こうした年だからこそ、野球を支えようという動きは地域でも起きている。青森県では、県の高野連や青森銀行野球部の有志たちが「2020年は甲子園と同じ土で完全燃焼を!」と銘打ったクラウドファンディングを行い、独自大会のメイン球場であるダイシンベースボールスタジアムに甲子園と同じ土を入れることに成功。球場職員が徹夜作業も厭わず整備に勤しんだ“甲子園仕様”の球場は、引き続き中学生の秋季大会でも使用される。

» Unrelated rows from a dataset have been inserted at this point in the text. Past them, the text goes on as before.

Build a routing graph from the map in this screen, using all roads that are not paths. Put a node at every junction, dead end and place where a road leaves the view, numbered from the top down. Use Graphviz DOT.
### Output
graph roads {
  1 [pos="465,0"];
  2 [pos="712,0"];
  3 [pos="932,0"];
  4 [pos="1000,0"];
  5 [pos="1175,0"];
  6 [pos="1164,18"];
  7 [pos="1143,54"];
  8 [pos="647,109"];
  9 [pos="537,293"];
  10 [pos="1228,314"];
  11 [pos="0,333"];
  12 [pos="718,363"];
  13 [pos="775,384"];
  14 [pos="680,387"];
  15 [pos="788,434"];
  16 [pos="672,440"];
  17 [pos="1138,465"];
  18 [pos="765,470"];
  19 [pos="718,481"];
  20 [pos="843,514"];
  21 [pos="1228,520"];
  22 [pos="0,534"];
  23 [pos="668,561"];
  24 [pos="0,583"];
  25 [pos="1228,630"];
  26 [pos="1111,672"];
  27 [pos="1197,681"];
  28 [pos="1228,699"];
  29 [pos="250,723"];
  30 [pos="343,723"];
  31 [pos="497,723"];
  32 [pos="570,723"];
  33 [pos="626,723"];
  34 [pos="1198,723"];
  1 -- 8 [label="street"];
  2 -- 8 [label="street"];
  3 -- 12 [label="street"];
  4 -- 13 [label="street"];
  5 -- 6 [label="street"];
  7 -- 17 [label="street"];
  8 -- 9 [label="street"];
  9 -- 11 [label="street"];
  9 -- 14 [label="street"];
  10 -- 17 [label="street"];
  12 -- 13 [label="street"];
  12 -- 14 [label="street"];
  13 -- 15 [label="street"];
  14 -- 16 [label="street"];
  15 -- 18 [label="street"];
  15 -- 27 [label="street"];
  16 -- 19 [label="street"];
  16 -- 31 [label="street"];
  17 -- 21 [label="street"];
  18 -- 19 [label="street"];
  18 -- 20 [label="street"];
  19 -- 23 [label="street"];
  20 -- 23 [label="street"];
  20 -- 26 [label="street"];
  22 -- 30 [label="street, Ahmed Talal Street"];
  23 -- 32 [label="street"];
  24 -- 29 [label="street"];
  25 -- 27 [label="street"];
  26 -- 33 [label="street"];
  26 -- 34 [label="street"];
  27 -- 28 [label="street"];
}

日の目を見なかった地方の強豪校には、「野球にはまだまだ未練がある」、「公式戦がほとんどできなかったので、卒業後も野球に打ち込みたい」と新たな闘志を燃やす球児もいる。進学校の野球部には「こういう形で最後の夏が終わってしまったからこそ、野球に携わる仕事がしたい」「野球の振興や発展について学びたいという気持ちが強くなった」という球児もいる。部員が揃わない中、急きょ助っ人で招集され「大負けしたけどすごく楽しかった」と、そのまま野球部に残った過疎地の高校生もいる。

“特別な夏”は、日本一を目指すという大きな夢が奪われる一方、野球ができる喜びや、人々の野球への強い思いとともに、新しい希望が芽生えた夏でもあった。